Eine Kommentierung von Maha Meier
Herausgegeben von Maria Ludwiczak Glassey / Lukas Staffler
Art. 8 Gegenrecht
1 Einem Ersuchen wird in der Regel nur entsprochen, wenn der ersuchende Staat Gegenrecht gewährt. Das Bundesamt für Justiz (BJ) holt eine Zusicherung des Gegenrechts ein, wenn dies geboten erscheint.
2 Das Gegenrecht ist insbesondere nicht erforderlich bei Zustellungen oder wenn die Ausführung eines Ersuchens:
a. im Hinblick auf die Art der Tat oder die Notwendigkeit der Bekämpfung bestimmter Taten geboten erscheint;
b. die Lage des Verfolgten oder die Aussichten für seine soziale Wiedereingliederung verbessern könnte; oder
c. der Abklärung einer gegen einen Schweizer Bürger gerichteten Tat dient.
3 Der Bundesrat kann im Rahmen dieses Gesetzes anderen Staaten das Gegenrecht zusichern.
I. Allgemeines
1 Der in Art. 8 IRSG verankerte Grundsatz der Gegenseitigkeit in der internationalen Rechtshilfe in Strafsachen ist eine Voraussetzung für die Gewährung von Rechtshilfe. Es kommt jedoch nur zur Anwendung, wenn zwischen den betroffenen Staaten kein Abkommen oder Vertrag über internationale Zusammenarbeit in Strafsachen besteht; in diesem Fall unterliegen Rechtshilfeersuchen ausschliesslich dem Schweizer Recht und den allgemeinen Grundsätzen des Völkerrechts.
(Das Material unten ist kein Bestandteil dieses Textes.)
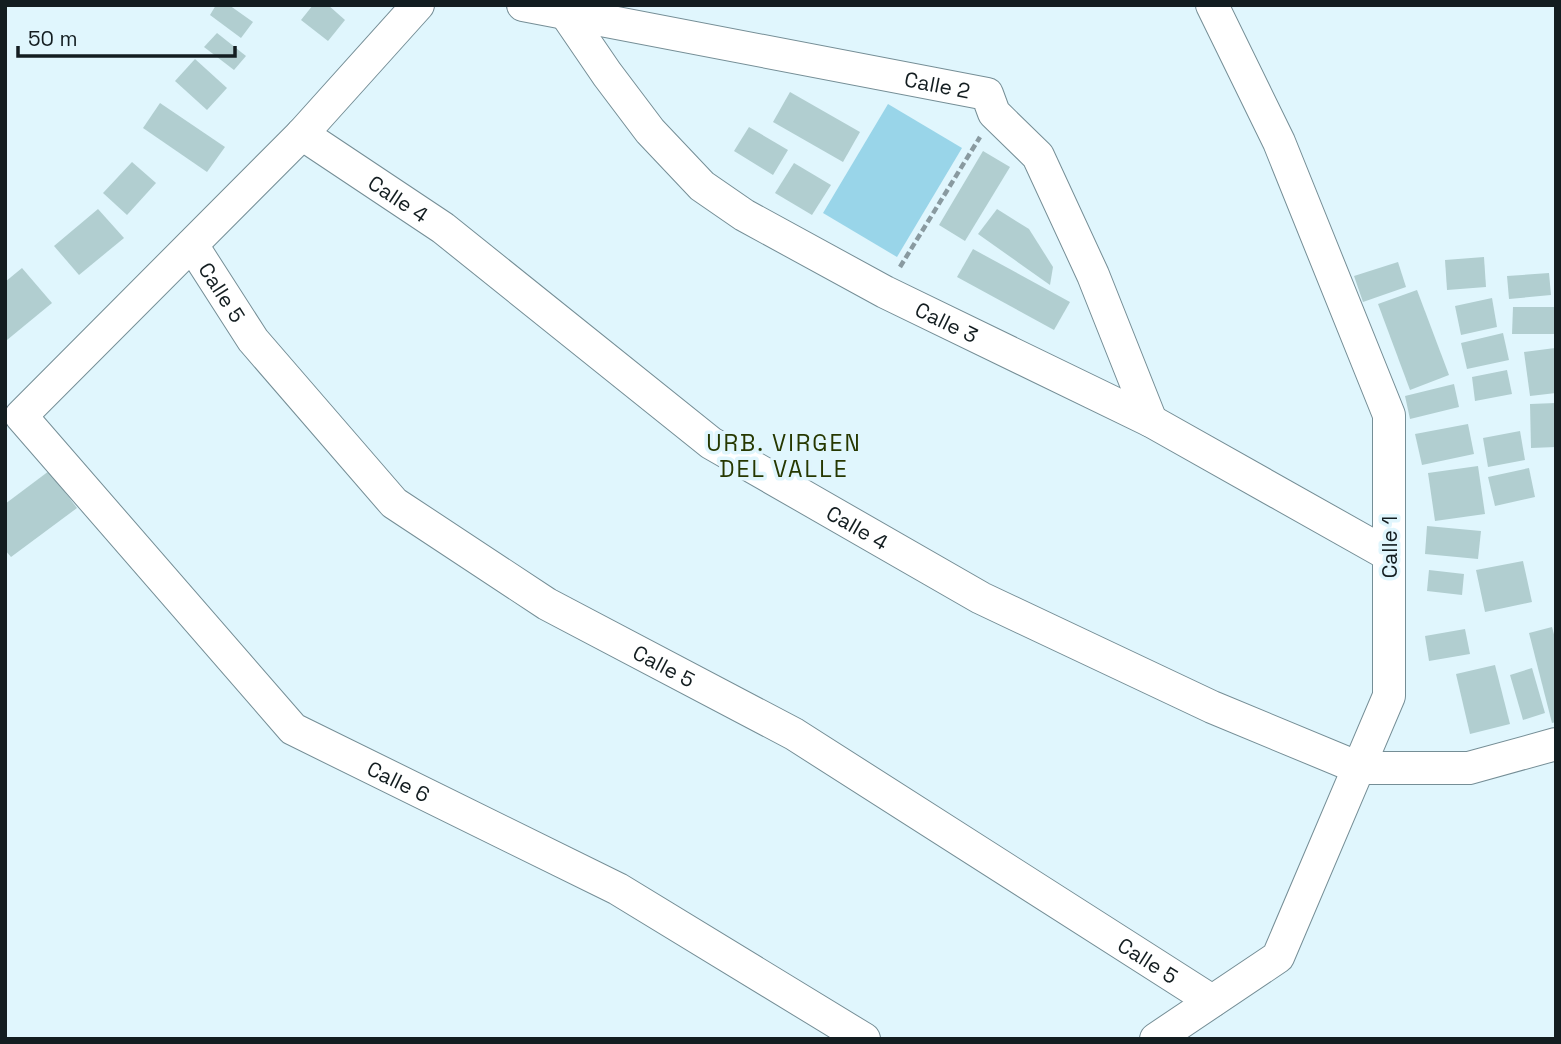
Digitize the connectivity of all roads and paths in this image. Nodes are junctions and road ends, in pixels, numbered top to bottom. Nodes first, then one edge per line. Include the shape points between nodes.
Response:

2 Der Grundsatz der Gegenseitigkeit kann ausnahmsweise auch in Fällen gelten, in denen ein bilateraler oder multilateraler Vertrag über internationale Rechtshilfe in Strafsachen besteht, insbesondere wenn die in dem Rechtshilfeersuchen genannte Straftat nicht unter den Vertrag fällt. Damit Rechtshilfe über den Vertrag hinaus gewährt werden kann, muss daher der Grundsatz der Gegenseitigkeit gewährleistet sein. Ein internationales Rechtshilfeabkommen steht somit der Erlangung einer Zusicherung für einen nicht von diesem Abkommen erfassten Bereich nicht entgegen.
3 Die Gewährleistung des Grundsatzes der Gegenseitigkeit ist nicht in einer bestimmten Situation zu prüfen, sondern als Praxis zwischen Staaten zu verstehen, die sich gegenseitig in Strafsachen Rechtshilfe leisten. Der ersuchte Staat, der Rechtshilfe nach dem Grundsatz der Gegenseitigkeit gewährt, erwartet, dass der ersuchende Staat ihm in einer ähnlichen Situation die gleiche Unterstützung gewährt. Der Grundsatz der Gegenseitigkeit kann sich aus Vertragsverhandlungen, einer früheren Praxis zwischen den Staaten oder aus einer vom ersuchenden Staat gegebenen Zusicherung ergeben.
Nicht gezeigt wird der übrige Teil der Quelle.